Standard #: 22VAC40-73-930-D
Complaint related: No
Description: Based on the record review the facility failed to ensure for each resident with an inability to use the signaling device the following shall be met: once the resident has gone to bed each evening until the resident has arisen each morning, at a minimum direct care staff shall make rounds no less than every two hours; the facility shall document the rounds that were made, which shall include the name of the resident, the date and time of the rounds, and the staff member who made the rounds.

Evidence:
1.The record for resident #2 contains an ISP dated 8/11/24 that documents the following:
`due to physical or serious cognitive impairment resident cannot utilize call bell system; staff will perform every 2-hour checks from time resident goes to bed to waking up and about any time resident is in room resting as needed.?
2.The facility?s round logs did not include documentation 2-hour rounds were completed for resident #2 on the dates of 8/11/24 to 8/12/24 during the 11pm to 7am shift.

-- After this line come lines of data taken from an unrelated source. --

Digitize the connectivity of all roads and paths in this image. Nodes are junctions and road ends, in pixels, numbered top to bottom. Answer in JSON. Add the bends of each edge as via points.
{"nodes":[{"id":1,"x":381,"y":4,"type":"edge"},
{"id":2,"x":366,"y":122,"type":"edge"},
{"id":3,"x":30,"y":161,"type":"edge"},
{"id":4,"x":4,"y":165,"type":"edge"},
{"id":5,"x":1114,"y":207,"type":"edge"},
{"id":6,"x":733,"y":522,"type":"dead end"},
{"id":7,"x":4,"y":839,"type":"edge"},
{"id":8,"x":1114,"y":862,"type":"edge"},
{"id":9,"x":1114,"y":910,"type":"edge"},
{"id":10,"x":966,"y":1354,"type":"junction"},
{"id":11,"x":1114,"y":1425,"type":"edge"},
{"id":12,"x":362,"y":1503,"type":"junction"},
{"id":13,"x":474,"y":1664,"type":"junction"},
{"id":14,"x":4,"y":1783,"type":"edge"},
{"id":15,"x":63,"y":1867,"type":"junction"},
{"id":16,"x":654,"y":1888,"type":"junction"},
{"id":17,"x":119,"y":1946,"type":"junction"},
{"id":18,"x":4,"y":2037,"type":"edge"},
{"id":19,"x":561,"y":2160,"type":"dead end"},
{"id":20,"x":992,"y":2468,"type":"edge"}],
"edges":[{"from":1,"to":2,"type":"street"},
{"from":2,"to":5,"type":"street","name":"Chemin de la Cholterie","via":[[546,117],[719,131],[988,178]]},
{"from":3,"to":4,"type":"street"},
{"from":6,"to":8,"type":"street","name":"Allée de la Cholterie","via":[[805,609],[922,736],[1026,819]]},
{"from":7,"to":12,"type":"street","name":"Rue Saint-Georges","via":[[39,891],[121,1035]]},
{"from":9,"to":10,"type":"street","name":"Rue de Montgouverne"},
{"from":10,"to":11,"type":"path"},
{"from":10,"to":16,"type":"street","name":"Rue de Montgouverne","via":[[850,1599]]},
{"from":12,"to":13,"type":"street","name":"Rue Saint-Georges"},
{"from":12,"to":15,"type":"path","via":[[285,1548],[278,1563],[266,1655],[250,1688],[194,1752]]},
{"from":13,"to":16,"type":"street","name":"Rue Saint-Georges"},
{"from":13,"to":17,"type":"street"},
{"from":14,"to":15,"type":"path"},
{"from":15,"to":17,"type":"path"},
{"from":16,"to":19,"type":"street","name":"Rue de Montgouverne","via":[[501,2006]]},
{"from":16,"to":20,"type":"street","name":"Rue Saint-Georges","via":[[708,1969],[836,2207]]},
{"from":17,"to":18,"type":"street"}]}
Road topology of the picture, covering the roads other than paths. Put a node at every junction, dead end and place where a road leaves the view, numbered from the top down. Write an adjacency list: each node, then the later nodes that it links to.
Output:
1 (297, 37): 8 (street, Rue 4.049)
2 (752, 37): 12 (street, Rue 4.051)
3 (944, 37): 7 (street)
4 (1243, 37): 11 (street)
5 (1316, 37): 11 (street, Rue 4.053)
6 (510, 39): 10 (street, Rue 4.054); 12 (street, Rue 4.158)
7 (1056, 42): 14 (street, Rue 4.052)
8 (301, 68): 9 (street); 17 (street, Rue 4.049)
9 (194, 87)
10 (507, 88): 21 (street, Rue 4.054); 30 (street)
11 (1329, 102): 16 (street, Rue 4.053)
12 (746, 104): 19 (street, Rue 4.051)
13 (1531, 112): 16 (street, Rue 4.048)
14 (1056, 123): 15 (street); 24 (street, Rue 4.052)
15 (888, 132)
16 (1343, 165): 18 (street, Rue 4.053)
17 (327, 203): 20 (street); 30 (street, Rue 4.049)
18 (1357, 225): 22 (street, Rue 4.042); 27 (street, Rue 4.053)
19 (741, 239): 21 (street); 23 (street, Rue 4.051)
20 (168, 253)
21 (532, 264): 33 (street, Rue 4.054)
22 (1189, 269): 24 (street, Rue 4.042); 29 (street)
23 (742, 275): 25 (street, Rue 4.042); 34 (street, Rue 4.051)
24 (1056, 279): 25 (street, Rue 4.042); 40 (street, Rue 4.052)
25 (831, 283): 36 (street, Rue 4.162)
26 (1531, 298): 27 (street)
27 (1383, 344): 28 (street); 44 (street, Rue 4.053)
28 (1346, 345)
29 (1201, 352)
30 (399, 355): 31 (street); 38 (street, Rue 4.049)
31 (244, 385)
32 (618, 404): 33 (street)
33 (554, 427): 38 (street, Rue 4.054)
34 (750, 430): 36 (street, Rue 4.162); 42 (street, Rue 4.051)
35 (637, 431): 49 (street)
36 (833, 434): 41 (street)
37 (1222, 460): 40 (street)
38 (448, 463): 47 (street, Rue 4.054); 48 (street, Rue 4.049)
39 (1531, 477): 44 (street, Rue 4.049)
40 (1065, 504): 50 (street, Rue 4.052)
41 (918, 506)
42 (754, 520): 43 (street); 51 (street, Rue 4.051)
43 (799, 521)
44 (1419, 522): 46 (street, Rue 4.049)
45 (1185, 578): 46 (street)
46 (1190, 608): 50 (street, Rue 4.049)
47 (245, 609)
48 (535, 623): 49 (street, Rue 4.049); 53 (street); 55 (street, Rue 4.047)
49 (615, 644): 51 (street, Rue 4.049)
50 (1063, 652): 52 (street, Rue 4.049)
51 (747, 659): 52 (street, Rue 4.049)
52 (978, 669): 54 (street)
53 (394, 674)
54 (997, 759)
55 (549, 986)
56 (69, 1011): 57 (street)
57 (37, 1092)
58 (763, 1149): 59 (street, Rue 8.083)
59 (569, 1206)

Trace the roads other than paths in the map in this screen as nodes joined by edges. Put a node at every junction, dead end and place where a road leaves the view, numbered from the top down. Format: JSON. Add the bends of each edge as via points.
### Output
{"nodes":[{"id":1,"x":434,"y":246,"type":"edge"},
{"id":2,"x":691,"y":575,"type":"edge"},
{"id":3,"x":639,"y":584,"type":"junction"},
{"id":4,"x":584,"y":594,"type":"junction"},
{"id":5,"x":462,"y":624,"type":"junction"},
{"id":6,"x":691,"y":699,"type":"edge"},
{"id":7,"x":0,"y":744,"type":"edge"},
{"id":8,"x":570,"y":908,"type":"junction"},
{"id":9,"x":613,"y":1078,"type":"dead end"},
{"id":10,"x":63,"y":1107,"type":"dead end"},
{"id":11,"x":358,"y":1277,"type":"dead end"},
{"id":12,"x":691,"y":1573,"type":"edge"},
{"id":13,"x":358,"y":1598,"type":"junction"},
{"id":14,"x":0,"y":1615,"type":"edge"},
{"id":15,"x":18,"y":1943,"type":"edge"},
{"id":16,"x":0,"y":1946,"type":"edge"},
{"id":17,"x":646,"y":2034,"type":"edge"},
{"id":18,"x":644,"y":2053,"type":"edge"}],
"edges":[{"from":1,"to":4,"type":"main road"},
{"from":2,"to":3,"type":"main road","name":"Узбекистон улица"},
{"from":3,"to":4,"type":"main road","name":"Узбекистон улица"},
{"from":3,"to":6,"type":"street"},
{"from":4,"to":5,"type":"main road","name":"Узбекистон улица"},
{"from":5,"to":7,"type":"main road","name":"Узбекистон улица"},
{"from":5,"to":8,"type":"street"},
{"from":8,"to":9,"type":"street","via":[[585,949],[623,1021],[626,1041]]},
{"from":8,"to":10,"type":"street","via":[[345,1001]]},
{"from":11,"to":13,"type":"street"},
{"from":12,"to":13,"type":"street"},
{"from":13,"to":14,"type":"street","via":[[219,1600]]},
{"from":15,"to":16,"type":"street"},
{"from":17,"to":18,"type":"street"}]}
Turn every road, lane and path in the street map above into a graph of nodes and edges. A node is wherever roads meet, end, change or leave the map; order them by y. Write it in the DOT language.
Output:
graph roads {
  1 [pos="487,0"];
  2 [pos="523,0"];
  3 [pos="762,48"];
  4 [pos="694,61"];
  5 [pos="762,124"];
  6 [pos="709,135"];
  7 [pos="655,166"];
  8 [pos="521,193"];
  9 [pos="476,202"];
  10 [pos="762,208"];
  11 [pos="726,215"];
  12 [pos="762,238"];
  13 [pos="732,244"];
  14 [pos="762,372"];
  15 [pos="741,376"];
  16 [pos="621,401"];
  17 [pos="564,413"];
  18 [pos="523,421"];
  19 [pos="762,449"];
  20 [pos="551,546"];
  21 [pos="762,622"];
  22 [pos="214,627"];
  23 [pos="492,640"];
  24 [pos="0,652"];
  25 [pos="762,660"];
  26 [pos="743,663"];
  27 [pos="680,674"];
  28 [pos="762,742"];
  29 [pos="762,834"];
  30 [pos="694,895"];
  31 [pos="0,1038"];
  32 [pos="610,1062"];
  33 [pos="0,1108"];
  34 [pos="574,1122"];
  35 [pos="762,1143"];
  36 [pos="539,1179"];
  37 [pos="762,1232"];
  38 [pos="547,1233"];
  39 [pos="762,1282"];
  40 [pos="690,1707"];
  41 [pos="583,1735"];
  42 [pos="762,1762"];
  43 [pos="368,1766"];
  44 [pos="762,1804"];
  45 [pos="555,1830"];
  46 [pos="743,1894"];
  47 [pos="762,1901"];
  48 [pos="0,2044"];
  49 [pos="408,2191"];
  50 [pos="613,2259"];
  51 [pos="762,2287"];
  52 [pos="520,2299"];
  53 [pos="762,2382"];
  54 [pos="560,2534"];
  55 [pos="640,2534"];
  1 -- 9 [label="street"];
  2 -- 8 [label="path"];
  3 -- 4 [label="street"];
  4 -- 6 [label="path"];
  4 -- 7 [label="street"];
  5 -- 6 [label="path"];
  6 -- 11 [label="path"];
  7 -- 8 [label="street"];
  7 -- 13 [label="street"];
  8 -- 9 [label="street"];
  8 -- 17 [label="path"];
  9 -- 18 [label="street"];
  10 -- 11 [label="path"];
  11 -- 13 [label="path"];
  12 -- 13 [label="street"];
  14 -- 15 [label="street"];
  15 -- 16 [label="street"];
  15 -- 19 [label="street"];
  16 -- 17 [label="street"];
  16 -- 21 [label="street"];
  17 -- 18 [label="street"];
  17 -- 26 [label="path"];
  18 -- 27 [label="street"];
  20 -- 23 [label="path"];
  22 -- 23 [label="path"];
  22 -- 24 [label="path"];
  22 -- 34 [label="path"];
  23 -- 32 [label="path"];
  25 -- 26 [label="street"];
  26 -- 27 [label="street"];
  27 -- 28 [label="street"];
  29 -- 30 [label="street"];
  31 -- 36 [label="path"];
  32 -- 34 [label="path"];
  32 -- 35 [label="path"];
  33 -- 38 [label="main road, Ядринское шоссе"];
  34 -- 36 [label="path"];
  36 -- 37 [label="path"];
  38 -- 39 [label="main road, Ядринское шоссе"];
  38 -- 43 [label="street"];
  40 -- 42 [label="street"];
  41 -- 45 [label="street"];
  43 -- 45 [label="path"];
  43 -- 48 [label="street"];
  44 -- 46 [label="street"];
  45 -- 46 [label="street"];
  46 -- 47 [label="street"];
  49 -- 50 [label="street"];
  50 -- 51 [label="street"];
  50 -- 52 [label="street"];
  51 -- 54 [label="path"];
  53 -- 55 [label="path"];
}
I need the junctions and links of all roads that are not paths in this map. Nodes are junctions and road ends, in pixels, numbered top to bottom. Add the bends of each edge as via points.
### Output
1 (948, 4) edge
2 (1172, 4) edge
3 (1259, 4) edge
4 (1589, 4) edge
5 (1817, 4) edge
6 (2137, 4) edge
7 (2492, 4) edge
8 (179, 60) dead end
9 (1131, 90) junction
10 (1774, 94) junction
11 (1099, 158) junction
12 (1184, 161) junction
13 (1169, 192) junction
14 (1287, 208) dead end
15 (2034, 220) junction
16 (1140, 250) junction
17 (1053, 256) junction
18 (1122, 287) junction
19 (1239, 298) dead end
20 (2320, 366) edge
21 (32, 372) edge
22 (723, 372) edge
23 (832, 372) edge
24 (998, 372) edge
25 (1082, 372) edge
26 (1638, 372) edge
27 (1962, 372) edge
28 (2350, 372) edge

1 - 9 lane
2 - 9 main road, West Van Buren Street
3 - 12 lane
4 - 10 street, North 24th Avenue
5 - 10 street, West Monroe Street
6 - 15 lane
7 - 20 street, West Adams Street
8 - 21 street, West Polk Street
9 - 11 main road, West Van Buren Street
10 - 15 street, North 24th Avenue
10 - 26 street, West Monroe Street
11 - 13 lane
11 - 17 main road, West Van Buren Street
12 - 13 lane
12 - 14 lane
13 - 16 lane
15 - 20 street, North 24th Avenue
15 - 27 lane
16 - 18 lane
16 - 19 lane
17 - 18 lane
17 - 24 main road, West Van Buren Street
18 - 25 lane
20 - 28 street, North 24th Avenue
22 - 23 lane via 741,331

Plan of Correction: A new rounding log was implemented.
The HSD/ED will schedule training for all direct care staff to review use of the log and reinforce the importance of signing after completing two-hour rounds.
The HSD/HCD/Executive Director or designee will audit the log daily to check for accuracy. Audits will continue for 4 months to monitor compliance.

Disclaimer:
This information is provided by the Virginia Department of Social Services, which neither endorses any facility nor guarantees that the information is complete. It should not be used as the sole source in evaluating and/or selecting a facility.